## Material provided
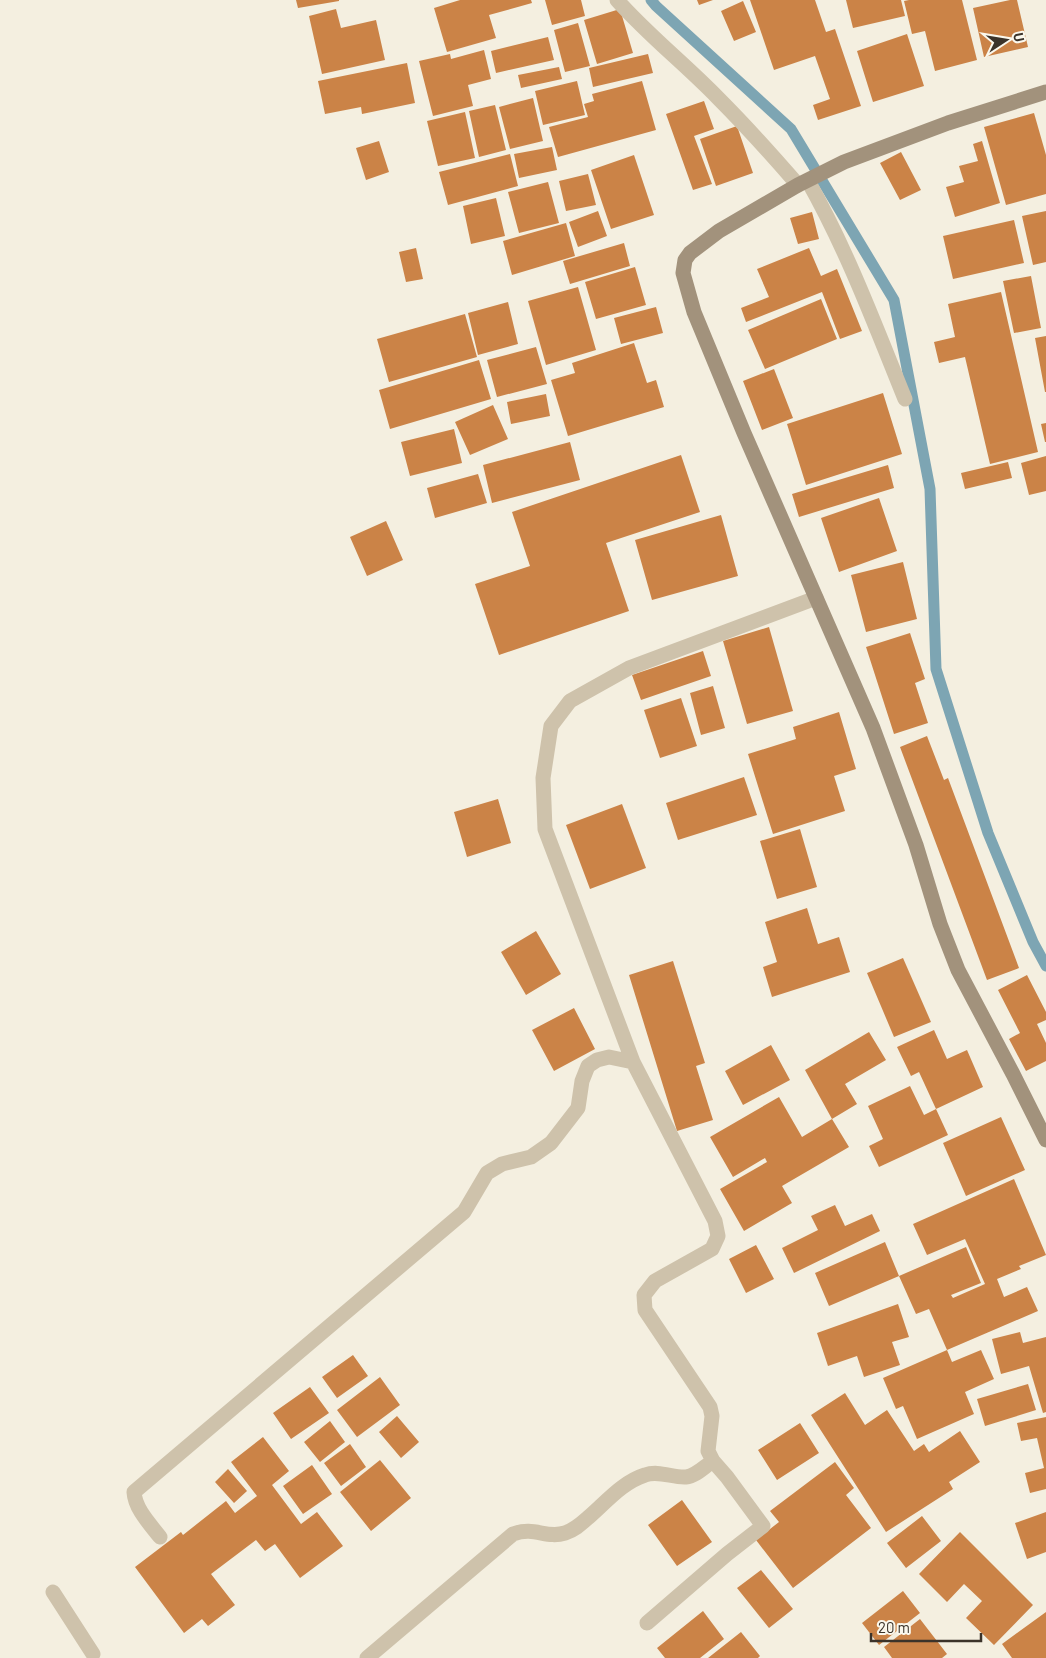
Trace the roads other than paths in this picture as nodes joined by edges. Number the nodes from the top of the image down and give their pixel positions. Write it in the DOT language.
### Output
graph roads {
  1 [pos="617,0"];
  2 [pos="1046,92"];
  3 [pos="806,182"];
  4 [pos="905,399"];
  5 [pos="816,598"];
  6 [pos="633,1062"];
  7 [pos="1046,1140"];
  8 [pos="713,1461"];
  9 [pos="160,1538"];
  10 [pos="53,1592"];
  11 [pos="647,1623"];
  12 [pos="91,1657"];
  13 [pos="367,1658"];
  1 -- 3 [label="street"];
  2 -- 3 [label="street"];
  3 -- 4 [label="street"];
  3 -- 5 [label="street"];
  5 -- 6 [label="street"];
  5 -- 7 [label="street"];
  6 -- 8 [label="street"];
  6 -- 9 [label="street"];
  8 -- 11 [label="street"];
  8 -- 13 [label="street"];
  10 -- 12 [label="street"];
}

## The task
Keeping the pictures out, print the entries above exactly as written.

## Answer
Trace the roads other than paths in this picture as nodes joined by edges. Number the nodes from the top of the image down and give their pixel positions. Write it in the DOT language.
### Output
graph roads {
  1 [pos="617,0"];
  2 [pos="1046,92"];
  3 [pos="806,182"];
  4 [pos="905,399"];
  5 [pos="816,598"];
  6 [pos="633,1062"];
  7 [pos="1046,1140"];
  8 [pos="713,1461"];
  9 [pos="160,1538"];
  10 [pos="53,1592"];
  11 [pos="647,1623"];
  12 [pos="91,1657"];
  13 [pos="367,1658"];
  1 -- 3 [label="street"];
  2 -- 3 [label="street"];
  3 -- 4 [label="street"];
  3 -- 5 [label="street"];
  5 -- 6 [label="street"];
  5 -- 7 [label="street"];
  6 -- 8 [label="street"];
  6 -- 9 [label="street"];
  8 -- 11 [label="street"];
  8 -- 13 [label="street"];
  10 -- 12 [label="street"];
}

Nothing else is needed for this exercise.